Le premier des trois est celui par qui tout arrive. Jean est un homosexuel qui, par amour, est devenu un « vieux » zazou, de ces jeunes qui revendiquaient leur amour du jazz et leur défiance vis-à-vis des autorités. En 1942, ces excentriques n’hésitent pas à aborder, sur leurs grandes vestes à carreaux, une étoile jaune avec « Zazou » écrit dessus. Ce qui vaut à certains la déportation en camps de travail.
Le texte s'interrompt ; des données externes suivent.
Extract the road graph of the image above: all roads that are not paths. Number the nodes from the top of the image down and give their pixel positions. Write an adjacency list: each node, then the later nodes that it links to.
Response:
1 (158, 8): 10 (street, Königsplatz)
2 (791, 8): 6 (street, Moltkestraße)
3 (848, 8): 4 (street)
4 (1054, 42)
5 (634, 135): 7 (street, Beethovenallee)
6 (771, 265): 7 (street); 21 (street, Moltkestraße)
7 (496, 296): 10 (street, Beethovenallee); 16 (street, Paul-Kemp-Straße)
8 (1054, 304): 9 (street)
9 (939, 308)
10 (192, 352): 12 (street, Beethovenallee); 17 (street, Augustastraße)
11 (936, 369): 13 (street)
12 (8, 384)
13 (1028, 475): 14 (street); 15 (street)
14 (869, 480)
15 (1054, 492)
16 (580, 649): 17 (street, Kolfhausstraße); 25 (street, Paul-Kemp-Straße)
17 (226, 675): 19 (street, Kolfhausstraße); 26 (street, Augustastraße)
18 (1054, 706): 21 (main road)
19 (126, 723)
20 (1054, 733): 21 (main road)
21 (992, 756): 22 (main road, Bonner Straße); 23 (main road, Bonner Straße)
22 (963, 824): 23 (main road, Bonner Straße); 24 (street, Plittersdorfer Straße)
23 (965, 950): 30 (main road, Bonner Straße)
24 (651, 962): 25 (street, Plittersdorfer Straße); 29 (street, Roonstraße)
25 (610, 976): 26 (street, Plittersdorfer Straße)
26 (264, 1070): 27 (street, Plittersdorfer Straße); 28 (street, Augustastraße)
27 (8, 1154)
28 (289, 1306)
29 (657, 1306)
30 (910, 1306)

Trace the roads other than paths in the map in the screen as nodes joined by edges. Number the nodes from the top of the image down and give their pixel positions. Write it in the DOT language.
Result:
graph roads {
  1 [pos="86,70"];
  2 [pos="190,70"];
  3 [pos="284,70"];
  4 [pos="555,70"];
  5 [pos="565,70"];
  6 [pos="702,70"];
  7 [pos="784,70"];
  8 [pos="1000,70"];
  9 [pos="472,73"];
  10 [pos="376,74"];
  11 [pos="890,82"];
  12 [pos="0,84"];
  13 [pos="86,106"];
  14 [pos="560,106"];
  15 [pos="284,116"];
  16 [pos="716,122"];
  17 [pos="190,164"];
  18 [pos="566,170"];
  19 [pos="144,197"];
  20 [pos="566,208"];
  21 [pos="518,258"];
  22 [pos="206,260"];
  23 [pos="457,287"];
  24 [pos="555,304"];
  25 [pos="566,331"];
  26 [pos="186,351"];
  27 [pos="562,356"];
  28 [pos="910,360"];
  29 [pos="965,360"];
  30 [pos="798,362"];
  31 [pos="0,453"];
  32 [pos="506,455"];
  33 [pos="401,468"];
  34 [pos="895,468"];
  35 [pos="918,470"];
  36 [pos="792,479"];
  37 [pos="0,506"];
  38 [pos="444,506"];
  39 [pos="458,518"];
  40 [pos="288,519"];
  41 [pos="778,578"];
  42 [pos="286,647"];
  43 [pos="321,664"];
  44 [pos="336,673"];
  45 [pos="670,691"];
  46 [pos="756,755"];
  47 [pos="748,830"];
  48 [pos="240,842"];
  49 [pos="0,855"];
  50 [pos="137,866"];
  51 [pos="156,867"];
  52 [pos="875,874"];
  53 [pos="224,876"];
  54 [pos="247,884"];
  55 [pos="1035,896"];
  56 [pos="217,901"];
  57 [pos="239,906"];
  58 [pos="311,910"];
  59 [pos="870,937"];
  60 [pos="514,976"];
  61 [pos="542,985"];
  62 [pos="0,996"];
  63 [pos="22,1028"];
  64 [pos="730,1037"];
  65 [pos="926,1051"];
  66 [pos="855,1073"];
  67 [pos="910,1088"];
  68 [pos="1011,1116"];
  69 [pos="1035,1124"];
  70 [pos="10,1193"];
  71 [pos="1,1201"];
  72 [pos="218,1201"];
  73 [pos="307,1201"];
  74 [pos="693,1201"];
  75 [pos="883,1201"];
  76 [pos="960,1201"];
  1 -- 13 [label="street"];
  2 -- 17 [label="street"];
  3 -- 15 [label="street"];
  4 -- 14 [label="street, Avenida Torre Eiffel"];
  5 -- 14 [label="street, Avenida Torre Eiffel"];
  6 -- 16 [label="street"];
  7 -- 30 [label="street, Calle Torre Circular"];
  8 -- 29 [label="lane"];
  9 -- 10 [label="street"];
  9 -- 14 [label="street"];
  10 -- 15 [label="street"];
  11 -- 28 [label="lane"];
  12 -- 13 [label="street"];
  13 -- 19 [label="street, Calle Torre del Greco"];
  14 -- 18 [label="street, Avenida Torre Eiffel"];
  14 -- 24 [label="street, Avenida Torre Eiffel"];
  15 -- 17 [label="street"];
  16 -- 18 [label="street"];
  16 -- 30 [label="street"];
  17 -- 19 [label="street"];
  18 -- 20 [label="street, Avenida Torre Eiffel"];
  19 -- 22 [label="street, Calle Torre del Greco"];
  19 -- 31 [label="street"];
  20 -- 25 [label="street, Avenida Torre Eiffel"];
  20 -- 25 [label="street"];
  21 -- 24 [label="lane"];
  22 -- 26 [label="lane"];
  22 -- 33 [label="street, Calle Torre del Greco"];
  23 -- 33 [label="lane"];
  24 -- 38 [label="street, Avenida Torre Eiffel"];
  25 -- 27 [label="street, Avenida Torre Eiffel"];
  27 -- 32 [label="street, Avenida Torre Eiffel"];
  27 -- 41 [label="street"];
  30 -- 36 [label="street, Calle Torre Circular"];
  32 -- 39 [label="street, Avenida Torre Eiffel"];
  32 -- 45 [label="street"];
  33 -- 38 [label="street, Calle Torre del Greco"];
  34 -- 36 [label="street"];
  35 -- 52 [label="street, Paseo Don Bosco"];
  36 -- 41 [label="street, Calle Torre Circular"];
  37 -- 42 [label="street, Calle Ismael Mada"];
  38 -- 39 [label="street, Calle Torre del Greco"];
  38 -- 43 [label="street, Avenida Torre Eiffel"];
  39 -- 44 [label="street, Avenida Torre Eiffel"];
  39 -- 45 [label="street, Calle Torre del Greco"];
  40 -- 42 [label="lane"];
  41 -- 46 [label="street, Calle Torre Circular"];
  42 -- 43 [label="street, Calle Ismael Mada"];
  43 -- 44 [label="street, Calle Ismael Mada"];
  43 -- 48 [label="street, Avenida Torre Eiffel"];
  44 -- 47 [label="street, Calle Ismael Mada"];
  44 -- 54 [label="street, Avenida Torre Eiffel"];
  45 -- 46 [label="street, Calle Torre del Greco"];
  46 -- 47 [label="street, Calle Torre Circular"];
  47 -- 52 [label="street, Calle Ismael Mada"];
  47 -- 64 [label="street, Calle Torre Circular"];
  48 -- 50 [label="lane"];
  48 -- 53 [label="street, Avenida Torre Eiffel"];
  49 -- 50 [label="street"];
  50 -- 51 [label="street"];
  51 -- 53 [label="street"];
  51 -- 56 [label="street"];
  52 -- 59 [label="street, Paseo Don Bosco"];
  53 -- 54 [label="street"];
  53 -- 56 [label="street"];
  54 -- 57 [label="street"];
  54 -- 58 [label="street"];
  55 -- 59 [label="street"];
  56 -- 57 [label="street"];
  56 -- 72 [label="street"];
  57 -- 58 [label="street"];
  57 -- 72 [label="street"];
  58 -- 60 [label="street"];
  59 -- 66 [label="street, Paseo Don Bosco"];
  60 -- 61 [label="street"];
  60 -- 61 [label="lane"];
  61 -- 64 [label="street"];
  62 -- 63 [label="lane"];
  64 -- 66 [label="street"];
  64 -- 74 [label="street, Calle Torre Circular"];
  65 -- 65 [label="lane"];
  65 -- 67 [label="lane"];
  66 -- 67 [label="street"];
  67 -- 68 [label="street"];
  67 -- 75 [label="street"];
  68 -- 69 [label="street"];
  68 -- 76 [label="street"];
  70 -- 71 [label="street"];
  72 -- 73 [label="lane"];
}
C’est ce qui est arrive à l’homme de sa vie, Charles. C’est la débâcle pour Jean, qui fuit Paris pour la Picardie, où vit sa cousine. Blessé durant son périple, il est sauvé par Paul, un jeune handicapé moteur qui l’héberge dans sa chambre d’hôpital psychiatrique. Les deux années de cohabitation forcée lui apprennent à modifier son rapport aux autres. Ce personnage haut en couleur qui aime la musique et les traits d’esprit est interprété, avec parfois un peu de force, mais toujours avec une belle sincérité, par l’auteur lui-même.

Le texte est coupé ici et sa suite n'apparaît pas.